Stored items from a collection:
::::

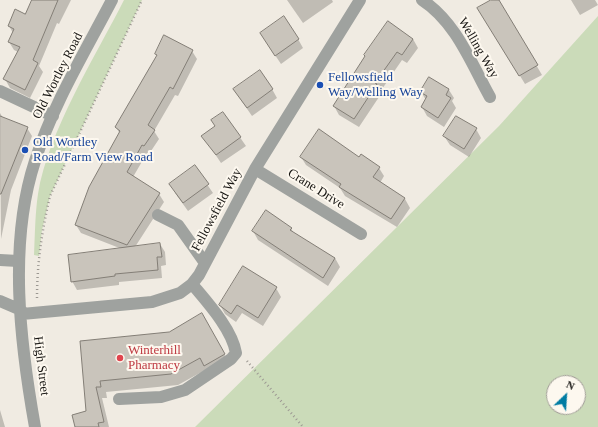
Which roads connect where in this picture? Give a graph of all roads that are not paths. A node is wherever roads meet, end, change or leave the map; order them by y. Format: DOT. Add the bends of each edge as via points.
graph roads {
  1 [pos="112,0"];
  2 [pos="360,0"];
  3 [pos="422,0"];
  4 [pos="0,91"];
  5 [pos="490,97"];
  6 [pos="53,116"];
  7 [pos="256,169"];
  8 [pos="158,215"];
  9 [pos="361,234"];
  10 [pos="0,260"];
  11 [pos="18,261"];
  12 [pos="205,263"];
  13 [pos="192,284"];
  14 [pos="0,301"];
  15 [pos="22,312"];
  16 [pos="119,399"];
  17 [pos="35,427"];
  1 -- 6 [label="street, Old Wortley Road"];
  2 -- 7 [label="street, Fellowsfield Way"];
  3 -- 5 [label="street, Welling Way" via="436,10 450,26"];
  4 -- 6 [label="street"];
  6 -- 11 [label="street, Old Wortley Road" via="26,193"];
  7 -- 9 [label="street, Crane Drive"];
  7 -- 12 [label="street, Fellowsfield Way"];
  8 -- 12 [label="street" via="178,225"];
  10 -- 11 [label="street"];
  11 -- 15 [label="street, High Street"];
  12 -- 13 [label="street, Fellowsfield Way"];
  13 -- 15 [label="street, Fellowsfield Way" via="180,293 152,302 36,313"];
  13 -- 16 [label="street" via="212,309 234,345 236,353 185,390 161,397"];
  14 -- 15 [label="street"];
  15 -- 17 [label="street, High Street" via="25,366"];
}
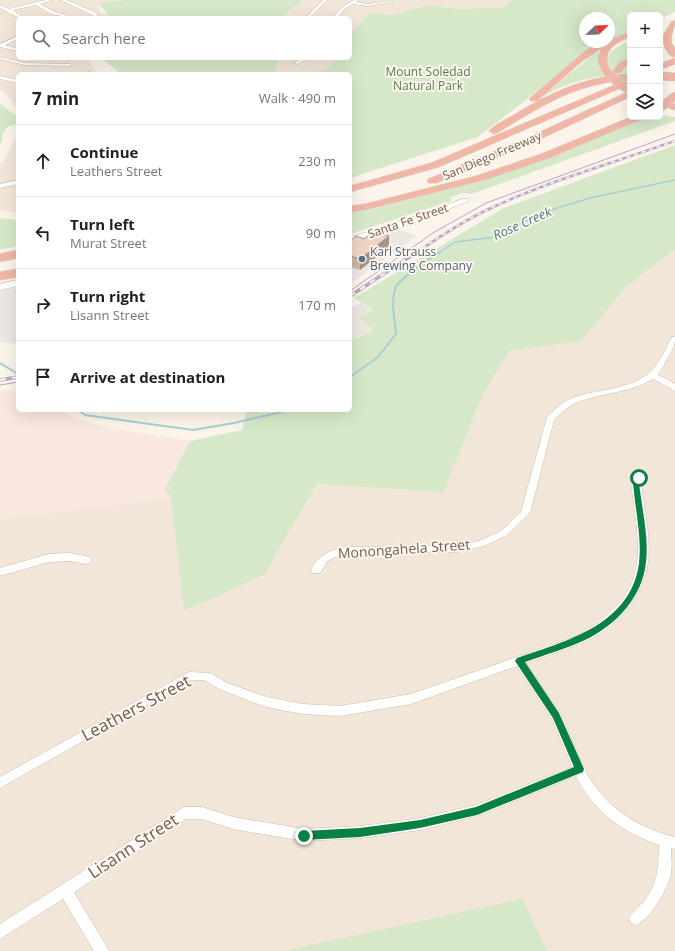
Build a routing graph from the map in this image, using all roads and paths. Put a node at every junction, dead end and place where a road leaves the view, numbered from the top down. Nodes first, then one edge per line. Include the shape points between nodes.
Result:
1 (51, 0) edge
2 (62, 0) edge
3 (325, 0) edge
4 (358, 0) edge
5 (38, 2) edge
6 (390, 2) dead end
7 (352, 3) junction
8 (0, 6) edge
9 (9, 10) junction
10 (675, 15) edge
11 (19, 16) edge
12 (64, 16) dead end
13 (96, 16) edge
14 (309, 16) edge
15 (337, 16) edge
16 (665, 20) dead end
17 (675, 23) edge
18 (627, 35) edge
19 (627, 35) edge
20 (16, 38) edge
21 (615, 40) edge
22 (0, 46) edge
23 (595, 48) edge
24 (16, 50) edge
25 (663, 51) edge
26 (675, 55) edge
27 (0, 58) edge
28 (302, 60) edge
29 (627, 62) edge
30 (296, 63) dead end
31 (70, 65) dead end
32 (663, 65) edge
33 (675, 74) edge
34 (625, 76) edge
35 (663, 76) edge
36 (0, 77) edge
37 (675, 77) edge
38 (663, 80) edge
39 (16, 82) edge
40 (627, 86) edge
41 (627, 88) edge
42 (627, 95) edge
43 (675, 96) edge
44 (663, 103) edge
45 (663, 106) edge
46 (675, 107) edge
47 (663, 113) edge
48 (675, 115) edge
49 (606, 116) dead end
50 (626, 116) edge
51 (486, 136) junction
52 (526, 142) junction
53 (16, 182) edge
54 (0, 186) edge
55 (364, 186) junction
56 (352, 189) edge
57 (465, 201) dead end
58 (352, 205) edge
59 (352, 209) edge
60 (352, 239) edge
61 (16, 254) edge
62 (0, 258) edge
63 (16, 272) edge
64 (0, 276) edge
65 (16, 283) edge
66 (0, 286) edge
67 (675, 339) edge
68 (653, 375) junction
69 (675, 388) edge
70 (639, 478) dead end
71 (86, 560) dead end
72 (316, 570) dead end
73 (0, 572) edge
74 (519, 661) junction
75 (580, 769) junction
76 (0, 783) edge
77 (670, 842) edge
78 (65, 890) junction
79 (636, 918) dead end
80 (0, 932) edge
81 (102, 951) edge

1 - 5 street
2 - 13 street via 96,14
3 - 14 street
4 - 7 street
5 - 9 street
5 - 12 street via 53,13
6 - 7 street via 367,5
7 - 15 street
8 - 9 street
9 - 11 street
10 - 16 highway
17 - 26 highway, bridge via 667,33 666,41
18 - 21 highway
19 - 41 highway, bridge via 610,44 601,58 607,72 619,84
20 - 22 street
22 - 24 street
23 - 51 highway
25 - 26 highway
26 - 32 highway
27 - 31 street via 25,64
28 - 30 street
29 - 34 highway, San Diego Freeway via 622,65
33 - 38 highway
34 - 40 highway, bridge via 618,79
34 - 51 highway via 587,82 565,90
34 - 55 highway, San Diego Freeway via 434,165
35 - 37 highway, bridge
36 - 39 street
42 - 52 highway, San Diego Freeway
43 - 45 highway, bridge
44 - 46 highway
47 - 48 highway
49 - 52 highway
50 - 59 highway via 545,156 480,178
51 - 55 highway
52 - 58 highway, San Diego Freeway via 440,179
53 - 54 street
55 - 56 highway, San Diego Freeway
57 - 60 street, Santa Fe Street via 389,229
61 - 62 highway
63 - 64 highway
65 - 66 street
67 - 68 street, Monongahela Street
68 - 69 street
68 - 72 street, Monongahela Street via 633,386 580,398 555,412 550,419 525,513 504,533 481,544 457,549 344,550 331,554 318,564
70 - 74 street, Leathers Street via 636,483 643,563 629,599 613,618 593,633
71 - 73 street via 70,557 49,558
74 - 75 street via 556,716
74 - 76 street, Leathers Street via 411,699 340,711 303,709 266,702 223,686 206,676 189,676
75 - 77 street via 591,791 609,811 635,829
75 - 78 street, Lisann Street via 477,810 420,824 360,832 304,836 233,823 202,813 184,812
77 - 79 street via 664,876 650,905
78 - 80 street, Lisann Street
78 - 81 street

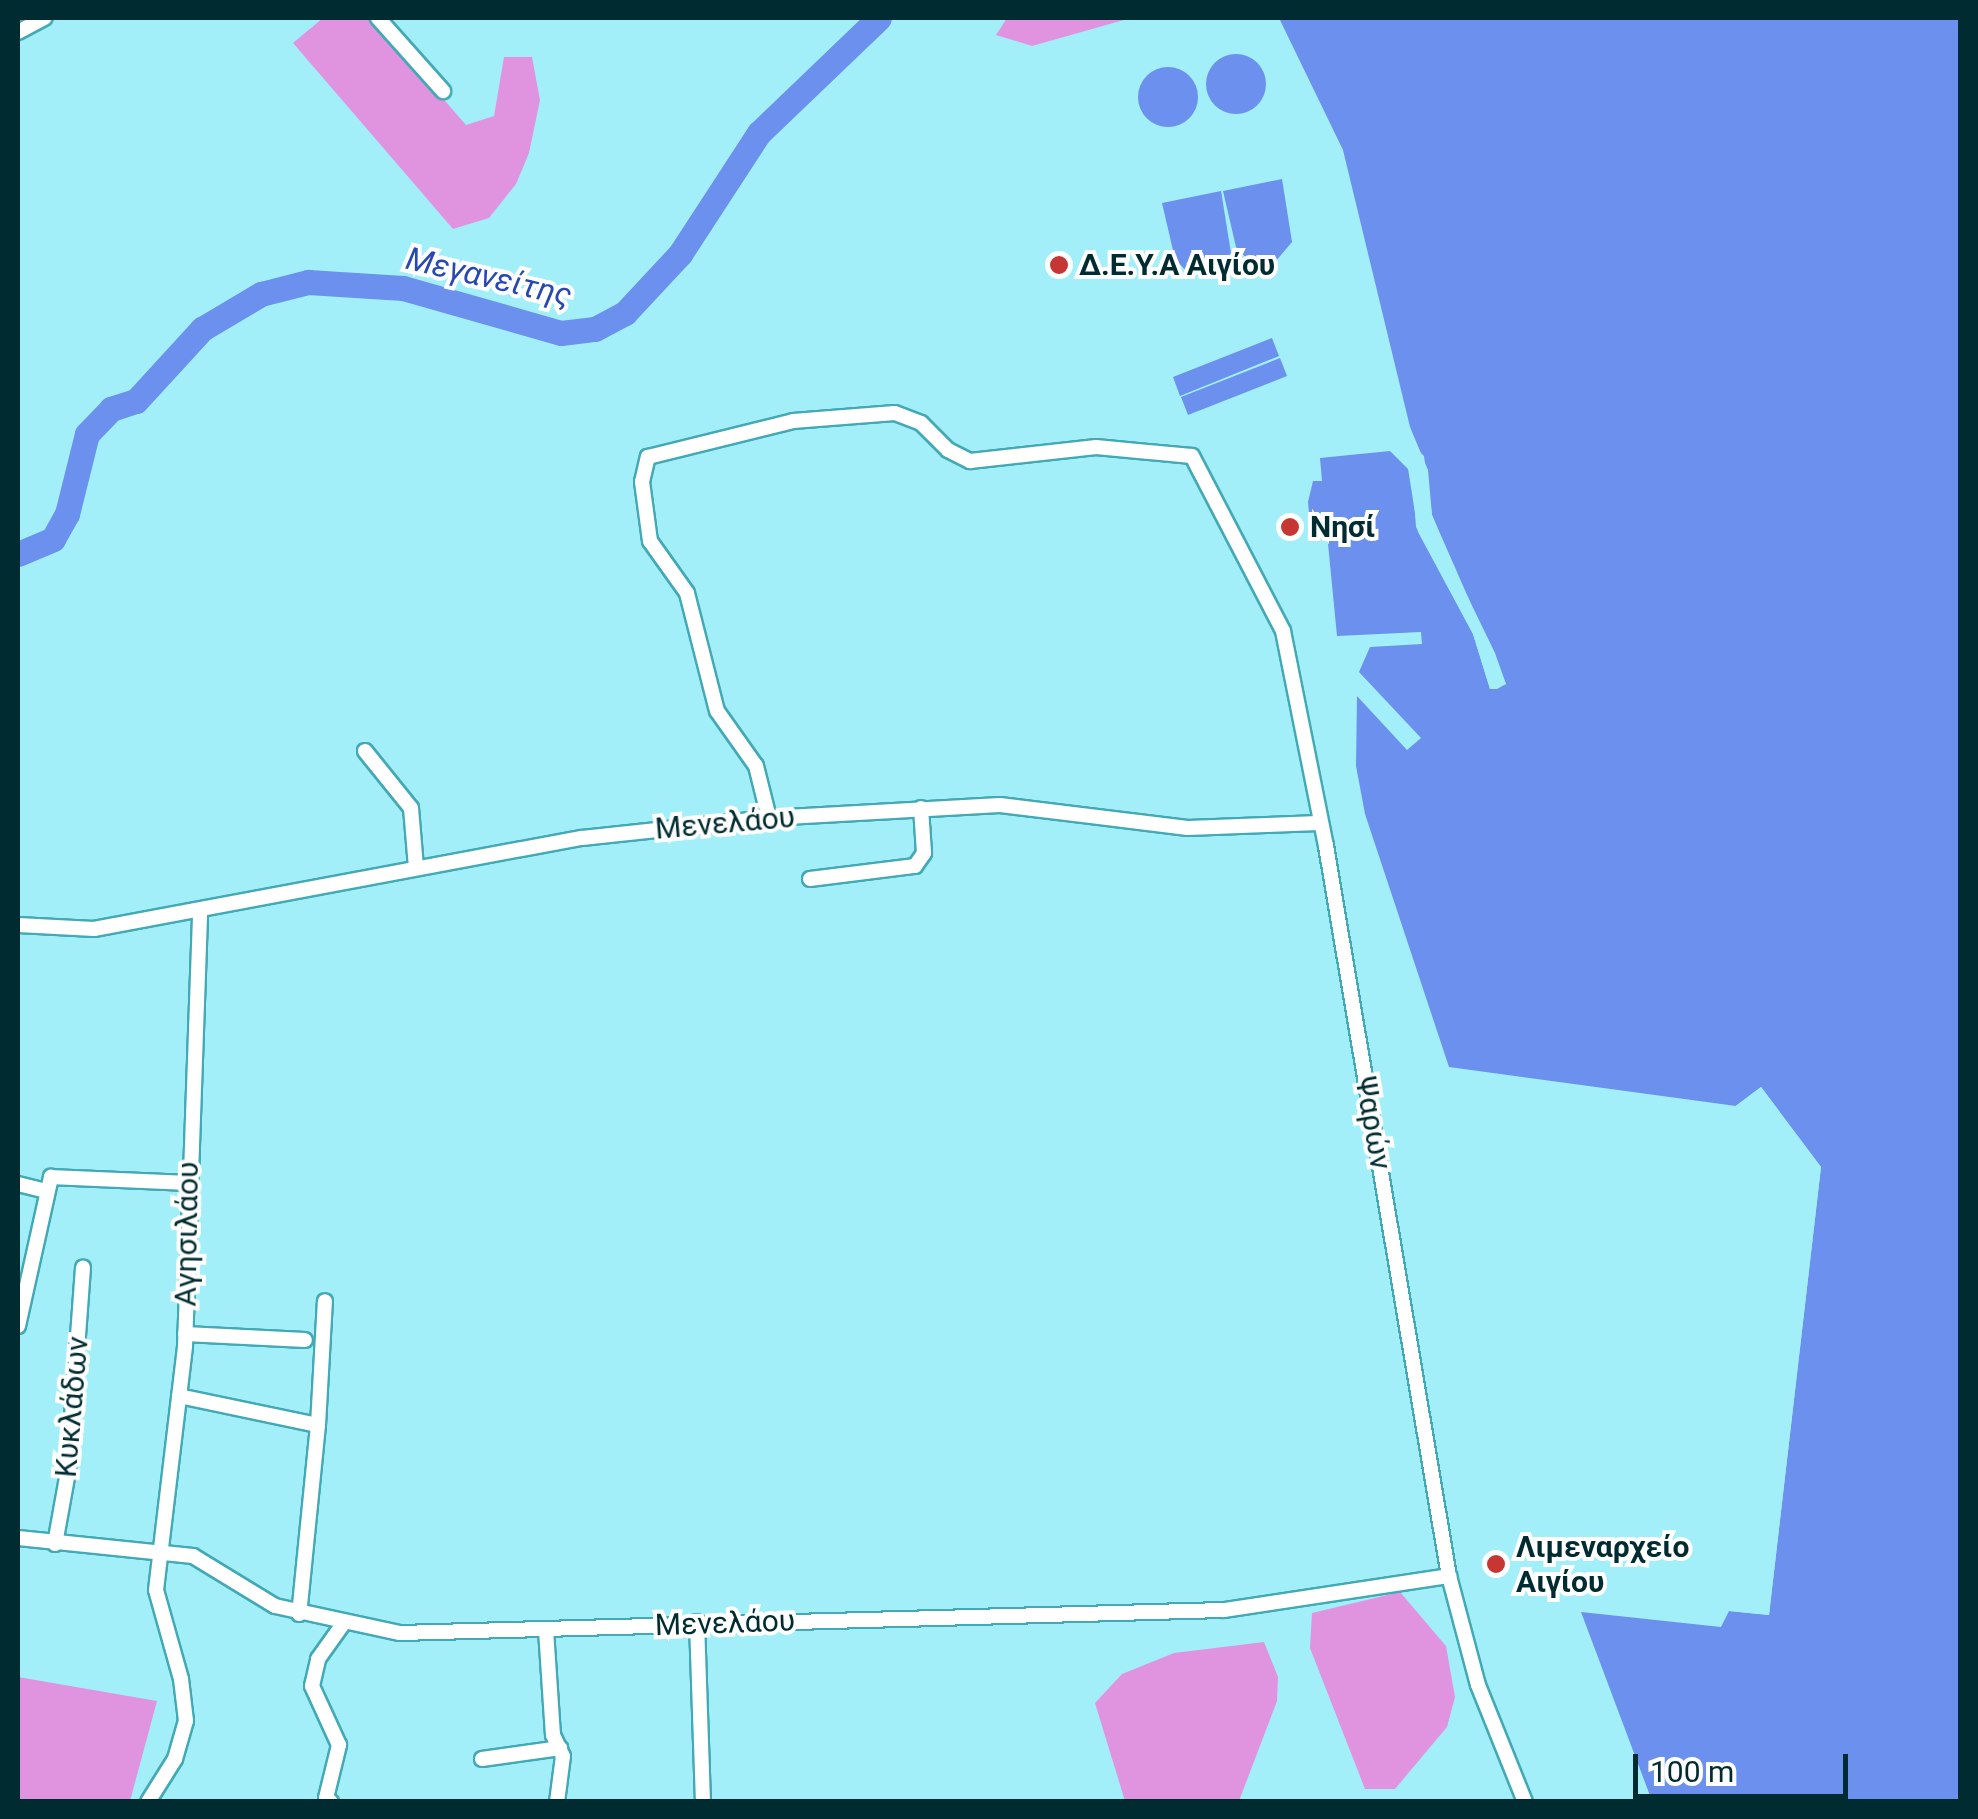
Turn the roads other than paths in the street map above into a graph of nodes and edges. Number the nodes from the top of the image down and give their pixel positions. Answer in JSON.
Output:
{"nodes":[{"id":1,"x":44,"y":18,"type":"edge"},
{"id":2,"x":378,"y":18,"type":"edge"},
{"id":3,"x":18,"y":32,"type":"edge"},
{"id":4,"x":442,"y":92,"type":"dead end"},
{"id":5,"x":365,"y":751,"type":"dead end"},
{"id":6,"x":921,"y":808,"type":"junction"},
{"id":7,"x":769,"y":818,"type":"junction"},
{"id":8,"x":1319,"y":823,"type":"junction"},
{"id":9,"x":416,"y":867,"type":"junction"},
{"id":10,"x":810,"y":880,"type":"dead end"},
{"id":11,"x":200,"y":911,"type":"junction"},
{"id":12,"x":20,"y":927,"type":"edge"},
{"id":13,"x":188,"y":1183,"type":"junction"},
{"id":14,"x":18,"y":1184,"type":"edge"},
{"id":15,"x":46,"y":1191,"type":"junction"},
{"id":16,"x":83,"y":1268,"type":"dead end"},
{"id":17,"x":325,"y":1301,"type":"dead end"},
{"id":18,"x":18,"y":1326,"type":"edge"},
{"id":19,"x":185,"y":1334,"type":"junction"},
{"id":20,"x":304,"y":1340,"type":"dead end"},
{"id":21,"x":178,"y":1396,"type":"junction"},
{"id":22,"x":318,"y":1426,"type":"junction"},
{"id":23,"x":18,"y":1538,"type":"edge"},
{"id":24,"x":55,"y":1544,"type":"junction"},
{"id":25,"x":160,"y":1555,"type":"junction"},
{"id":26,"x":1449,"y":1576,"type":"junction"},
{"id":27,"x":299,"y":1614,"type":"junction"},
{"id":28,"x":697,"y":1622,"type":"junction"},
{"id":29,"x":343,"y":1624,"type":"junction"},
{"id":30,"x":546,"y":1630,"type":"junction"},
{"id":31,"x":560,"y":1748,"type":"junction"},
{"id":32,"x":482,"y":1759,"type":"dead end"},
{"id":33,"x":148,"y":1802,"type":"edge"},
{"id":34,"x":331,"y":1802,"type":"edge"},
{"id":35,"x":557,"y":1802,"type":"edge"},
{"id":36,"x":703,"y":1802,"type":"edge"},
{"id":37,"x":1525,"y":1802,"type":"edge"}],
"edges":[{"from":1,"to":3,"type":"street"},
{"from":2,"to":4,"type":"street"},
{"from":5,"to":9,"type":"street"},
{"from":6,"to":7,"type":"street","name":"Μενελάου"},
{"from":6,"to":8,"type":"street","name":"Μενελάου"},
{"from":6,"to":10,"type":"street"},
{"from":7,"to":8,"type":"street","name":"Ψαρών"},
{"from":7,"to":9,"type":"street","name":"Μενελάου"},
{"from":8,"to":26,"type":"street","name":"Ψαρών"},
{"from":9,"to":11,"type":"street","name":"Μενελάου"},
{"from":11,"to":12,"type":"street","name":"Μενελάου"},
{"from":11,"to":13,"type":"street","name":"Αγησιλάου"},
{"from":13,"to":15,"type":"street"},
{"from":13,"to":19,"type":"street","name":"Αγησιλάου"},
{"from":14,"to":15,"type":"street"},
{"from":15,"to":18,"type":"street"},
{"from":16,"to":24,"type":"street","name":"Κυκλάδων"},
{"from":17,"to":22,"type":"street"},
{"from":19,"to":20,"type":"street"},
{"from":19,"to":21,"type":"street","name":"Αγησιλάου"},
{"from":21,"to":22,"type":"street"},
{"from":21,"to":25,"type":"street","name":"Αγησιλάου"},
{"from":22,"to":27,"type":"street"},
{"from":23,"to":24,"type":"street","name":"Μενελάου"},
{"from":24,"to":25,"type":"street","name":"Μενελάου"},
{"from":25,"to":27,"type":"street","name":"Μενελάου"},
{"from":25,"to":33,"type":"street","name":"Αγησιλάου"},
{"from":26,"to":28,"type":"street","name":"Μενελάου"},
{"from":26,"to":37,"type":"street","name":"Ψαρών"},
{"from":27,"to":29,"type":"street","name":"Μενελάου"},
{"from":28,"to":30,"type":"street","name":"Μενελάου"},
{"from":28,"to":36,"type":"street"},
{"from":29,"to":30,"type":"street","name":"Μενελάου"},
{"from":29,"to":34,"type":"street"},
{"from":30,"to":31,"type":"street"},
{"from":31,"to":32,"type":"street"},
{"from":31,"to":35,"type":"street"}]}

::::

Among the lines above, find those containing the word "roads" and copy each.

Task output:
Which roads connect where in this picture? Give a graph of all roads that are not paths. A node is wherever roads meet, end, change or leave the map; order them by y. Format: DOT. Add the bends of each edge as via points.
graph roads {
Build a routing graph from the map in this image, using all roads and paths. Put a node at every junction, dead end and place where a road leaves the view, numbered from the top down. Nodes first, then one edge per line. Include the shape points between nodes.
Turn the roads other than paths in the street map above into a graph of nodes and edges. Number the nodes from the top of the image down and give their pixel positions. Answer in JSON.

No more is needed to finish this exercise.